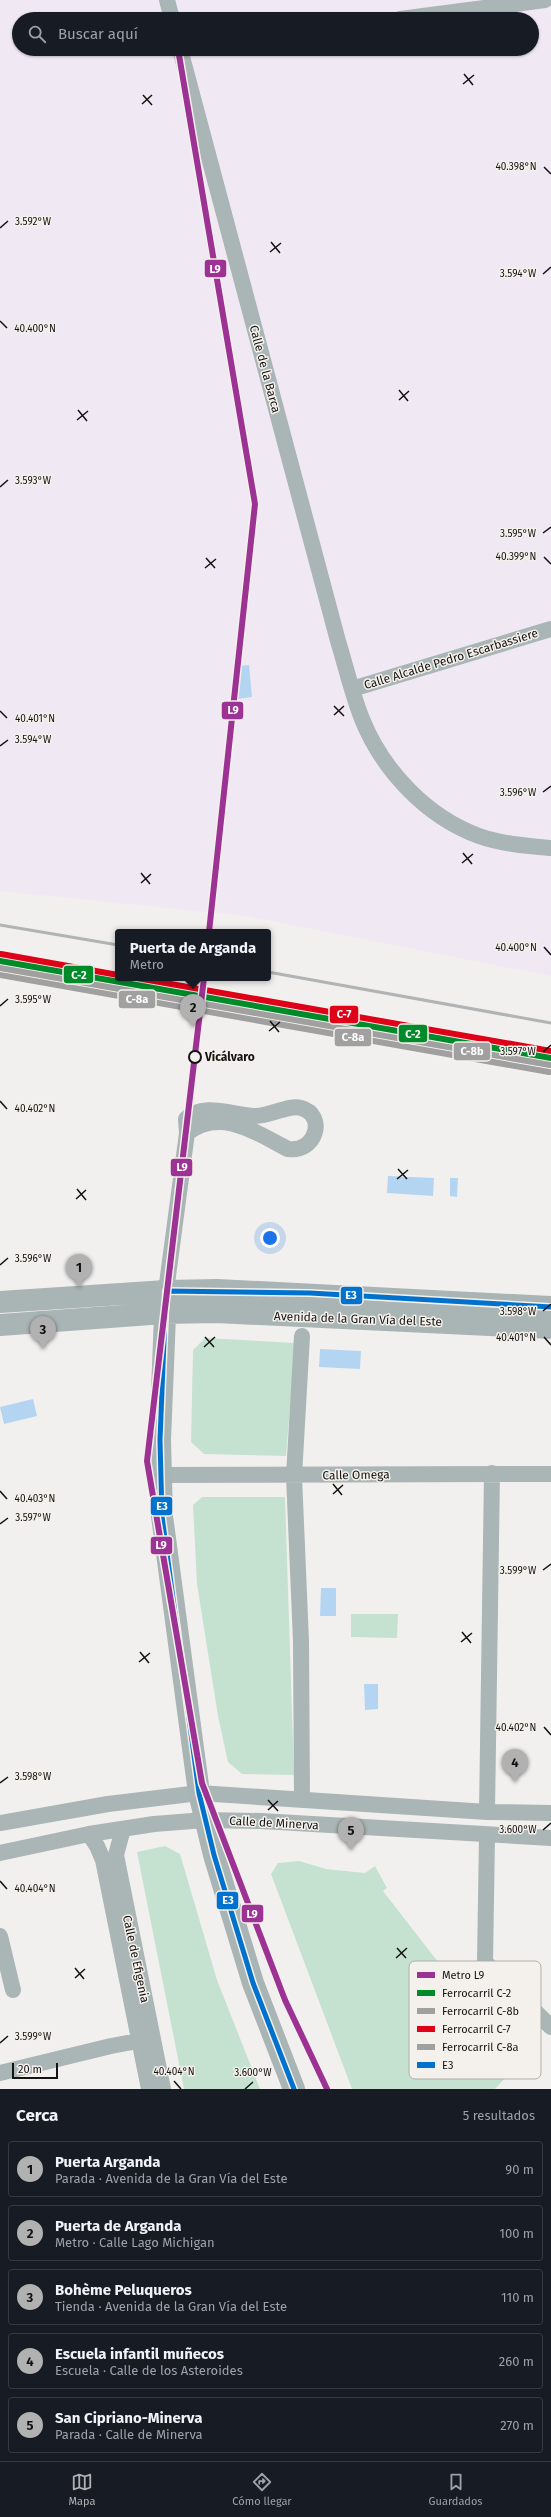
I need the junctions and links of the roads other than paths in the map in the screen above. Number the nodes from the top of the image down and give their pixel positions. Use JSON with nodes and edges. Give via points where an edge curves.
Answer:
{"nodes":[{"id":1,"x":167,"y":0,"type":"edge"},
{"id":2,"x":545,"y":0,"type":"edge"},
{"id":3,"x":170,"y":12,"type":"edge"},
{"id":4,"x":453,"y":12,"type":"edge"},
{"id":5,"x":182,"y":56,"type":"edge"},
{"id":6,"x":551,"y":629,"type":"edge"},
{"id":7,"x":352,"y":688,"type":"junction"},
{"id":8,"x":551,"y":848,"type":"edge"},
{"id":9,"x":187,"y":1132,"type":"junction"},
{"id":10,"x":166,"y":1291,"type":"junction"},
{"id":11,"x":0,"y":1302,"type":"edge"},
{"id":12,"x":551,"y":1308,"type":"edge"},
{"id":13,"x":164,"y":1313,"type":"junction"},
{"id":14,"x":0,"y":1325,"type":"edge"},
{"id":15,"x":551,"y":1328,"type":"edge"},
{"id":16,"x":302,"y":1336,"type":"dead end"},
{"id":17,"x":492,"y":1472,"type":"junction"},
{"id":18,"x":551,"y":1474,"type":"edge"},
{"id":19,"x":161,"y":1475,"type":"junction"},
{"id":20,"x":294,"y":1476,"type":"junction"},
{"id":21,"x":200,"y":1793,"type":"junction"},
{"id":22,"x":302,"y":1800,"type":"junction"},
{"id":23,"x":487,"y":1812,"type":"junction"},
{"id":24,"x":551,"y":1813,"type":"edge"},
{"id":25,"x":205,"y":1820,"type":"junction"},
{"id":26,"x":0,"y":1823,"type":"edge"},
{"id":27,"x":124,"y":1829,"type":"junction"},
{"id":28,"x":89,"y":1834,"type":"junction"},
{"id":29,"x":487,"y":1836,"type":"junction"},
{"id":30,"x":551,"y":1838,"type":"edge"},
{"id":31,"x":0,"y":1853,"type":"edge"},
{"id":32,"x":125,"y":1935,"type":"junction"},
{"id":33,"x":0,"y":1936,"type":"edge"},
{"id":34,"x":485,"y":1961,"type":"edge"},
{"id":35,"x":13,"y":1990,"type":"dead end"},
{"id":36,"x":541,"y":2017,"type":"edge"},
{"id":37,"x":551,"y":2027,"type":"edge"},
{"id":38,"x":145,"y":2039,"type":"junction"},
{"id":39,"x":0,"y":2072,"type":"edge"},
{"id":40,"x":149,"y":2089,"type":"edge"},
{"id":41,"x":163,"y":2089,"type":"edge"},
{"id":42,"x":294,"y":2089,"type":"edge"}],
"edges":[{"from":1,"to":3,"type":"street"},
{"from":2,"to":4,"type":"street"},
{"from":5,"to":7,"type":"street","name":"Calle de la Barca"},
{"from":6,"to":7,"type":"street","name":"Calle Alcalde Pedro Escarbassiere"},
{"from":7,"to":8,"type":"street","name":"Calle de la Barca","via":[[367,731],[387,764],[438,816],[480,836],[524,846]]},
{"from":9,"to":9,"type":"street","via":[[197,1125],[209,1122],[230,1122],[246,1126],[294,1150],[309,1144],[314,1138],[316,1124],[308,1112],[301,1108],[255,1116],[201,1110],[186,1119]]},
{"from":9,"to":10,"type":"street"},
{"from":10,"to":11,"type":"main road","name":"Avenida de la Gran Vía del Este"},
{"from":10,"to":12,"type":"main road","name":"Avenida de la Gran Vía del Este","via":[[282,1292]]},
{"from":10,"to":13,"type":"main road"},
{"from":13,"to":14,"type":"main road","name":"Avenida de la Gran Vía del Este"},
{"from":13,"to":15,"type":"main road","name":"Avenida de la Gran Vía del Este","via":[[216,1312]]},
{"from":13,"to":19,"type":"main road"},
{"from":16,"to":20,"type":"street"},
{"from":17,"to":18,"type":"street","name":"Calle Omega"},
{"from":17,"to":20,"type":"street","name":"Calle Omega"},
{"from":17,"to":23,"type":"street"},
{"from":19,"to":20,"type":"street","name":"Calle Omega"},
{"from":19,"to":21,"type":"main road","via":[[164,1529]]},
{"from":20,"to":22,"type":"street","via":[[301,1641]]},
{"from":21,"to":22,"type":"street","name":"Calle de Minerva"},
{"from":21,"to":25,"type":"main road"},
{"from":21,"to":26,"type":"street","name":"Calle de Minerva","via":[[108,1804]]},
{"from":22,"to":23,"type":"street","name":"Calle de Minerva"},
{"from":23,"to":24,"type":"street","name":"Calle de Minerva"},
{"from":25,"to":27,"type":"street","name":"Calle de Minerva"},
{"from":25,"to":29,"type":"street","name":"Calle de Minerva","via":[[261,1821]]},
{"from":25,"to":42,"type":"main road","via":[[253,1983]]},
{"from":27,"to":28,"type":"street","name":"Calle de Minerva"},
{"from":27,"to":32,"type":"street","name":"Calle de Efigenia","via":[[116,1855]]},
{"from":28,"to":31,"type":"street","name":"Calle de Minerva"},
{"from":28,"to":32,"type":"street","name":"Calle de Efigenia","via":[[98,1846],[103,1860]]},
{"from":29,"to":30,"type":"street","name":"Calle de Minerva"},
{"from":29,"to":34,"type":"street"},
{"from":32,"to":38,"type":"street","name":"Calle de Efigenia"},
{"from":33,"to":35,"type":"street"},
{"from":36,"to":37,"type":"street"},
{"from":38,"to":39,"type":"street"},
{"from":38,"to":40,"type":"street","name":"Calle de Efigenia"},
{"from":38,"to":41,"type":"street","name":"Calle de Efigenia"}]}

- PROBLEM DESCRIPTION -
With the pictures removed, the entries above should be transcribed exactly.

- RESULT OF THE TASK -
I need the junctions and links of the roads other than paths in the map in the screen above. Number the nodes from the top of the image down and give their pixel positions. Use JSON with nodes and edges. Give via points where an edge curves.
Answer:
{"nodes":[{"id":1,"x":167,"y":0,"type":"edge"},
{"id":2,"x":545,"y":0,"type":"edge"},
{"id":3,"x":170,"y":12,"type":"edge"},
{"id":4,"x":453,"y":12,"type":"edge"},
{"id":5,"x":182,"y":56,"type":"edge"},
{"id":6,"x":551,"y":629,"type":"edge"},
{"id":7,"x":352,"y":688,"type":"junction"},
{"id":8,"x":551,"y":848,"type":"edge"},
{"id":9,"x":187,"y":1132,"type":"junction"},
{"id":10,"x":166,"y":1291,"type":"junction"},
{"id":11,"x":0,"y":1302,"type":"edge"},
{"id":12,"x":551,"y":1308,"type":"edge"},
{"id":13,"x":164,"y":1313,"type":"junction"},
{"id":14,"x":0,"y":1325,"type":"edge"},
{"id":15,"x":551,"y":1328,"type":"edge"},
{"id":16,"x":302,"y":1336,"type":"dead end"},
{"id":17,"x":492,"y":1472,"type":"junction"},
{"id":18,"x":551,"y":1474,"type":"edge"},
{"id":19,"x":161,"y":1475,"type":"junction"},
{"id":20,"x":294,"y":1476,"type":"junction"},
{"id":21,"x":200,"y":1793,"type":"junction"},
{"id":22,"x":302,"y":1800,"type":"junction"},
{"id":23,"x":487,"y":1812,"type":"junction"},
{"id":24,"x":551,"y":1813,"type":"edge"},
{"id":25,"x":205,"y":1820,"type":"junction"},
{"id":26,"x":0,"y":1823,"type":"edge"},
{"id":27,"x":124,"y":1829,"type":"junction"},
{"id":28,"x":89,"y":1834,"type":"junction"},
{"id":29,"x":487,"y":1836,"type":"junction"},
{"id":30,"x":551,"y":1838,"type":"edge"},
{"id":31,"x":0,"y":1853,"type":"edge"},
{"id":32,"x":125,"y":1935,"type":"junction"},
{"id":33,"x":0,"y":1936,"type":"edge"},
{"id":34,"x":485,"y":1961,"type":"edge"},
{"id":35,"x":13,"y":1990,"type":"dead end"},
{"id":36,"x":541,"y":2017,"type":"edge"},
{"id":37,"x":551,"y":2027,"type":"edge"},
{"id":38,"x":145,"y":2039,"type":"junction"},
{"id":39,"x":0,"y":2072,"type":"edge"},
{"id":40,"x":149,"y":2089,"type":"edge"},
{"id":41,"x":163,"y":2089,"type":"edge"},
{"id":42,"x":294,"y":2089,"type":"edge"}],
"edges":[{"from":1,"to":3,"type":"street"},
{"from":2,"to":4,"type":"street"},
{"from":5,"to":7,"type":"street","name":"Calle de la Barca"},
{"from":6,"to":7,"type":"street","name":"Calle Alcalde Pedro Escarbassiere"},
{"from":7,"to":8,"type":"street","name":"Calle de la Barca","via":[[367,731],[387,764],[438,816],[480,836],[524,846]]},
{"from":9,"to":9,"type":"street","via":[[197,1125],[209,1122],[230,1122],[246,1126],[294,1150],[309,1144],[314,1138],[316,1124],[308,1112],[301,1108],[255,1116],[201,1110],[186,1119]]},
{"from":9,"to":10,"type":"street"},
{"from":10,"to":11,"type":"main road","name":"Avenida de la Gran Vía del Este"},
{"from":10,"to":12,"type":"main road","name":"Avenida de la Gran Vía del Este","via":[[282,1292]]},
{"from":10,"to":13,"type":"main road"},
{"from":13,"to":14,"type":"main road","name":"Avenida de la Gran Vía del Este"},
{"from":13,"to":15,"type":"main road","name":"Avenida de la Gran Vía del Este","via":[[216,1312]]},
{"from":13,"to":19,"type":"main road"},
{"from":16,"to":20,"type":"street"},
{"from":17,"to":18,"type":"street","name":"Calle Omega"},
{"from":17,"to":20,"type":"street","name":"Calle Omega"},
{"from":17,"to":23,"type":"street"},
{"from":19,"to":20,"type":"street","name":"Calle Omega"},
{"from":19,"to":21,"type":"main road","via":[[164,1529]]},
{"from":20,"to":22,"type":"street","via":[[301,1641]]},
{"from":21,"to":22,"type":"street","name":"Calle de Minerva"},
{"from":21,"to":25,"type":"main road"},
{"from":21,"to":26,"type":"street","name":"Calle de Minerva","via":[[108,1804]]},
{"from":22,"to":23,"type":"street","name":"Calle de Minerva"},
{"from":23,"to":24,"type":"street","name":"Calle de Minerva"},
{"from":25,"to":27,"type":"street","name":"Calle de Minerva"},
{"from":25,"to":29,"type":"street","name":"Calle de Minerva","via":[[261,1821]]},
{"from":25,"to":42,"type":"main road","via":[[253,1983]]},
{"from":27,"to":28,"type":"street","name":"Calle de Minerva"},
{"from":27,"to":32,"type":"street","name":"Calle de Efigenia","via":[[116,1855]]},
{"from":28,"to":31,"type":"street","name":"Calle de Minerva"},
{"from":28,"to":32,"type":"street","name":"Calle de Efigenia","via":[[98,1846],[103,1860]]},
{"from":29,"to":30,"type":"street","name":"Calle de Minerva"},
{"from":29,"to":34,"type":"street"},
{"from":32,"to":38,"type":"street","name":"Calle de Efigenia"},
{"from":33,"to":35,"type":"street"},
{"from":36,"to":37,"type":"street"},
{"from":38,"to":39,"type":"street"},
{"from":38,"to":40,"type":"street","name":"Calle de Efigenia"},
{"from":38,"to":41,"type":"street","name":"Calle de Efigenia"}]}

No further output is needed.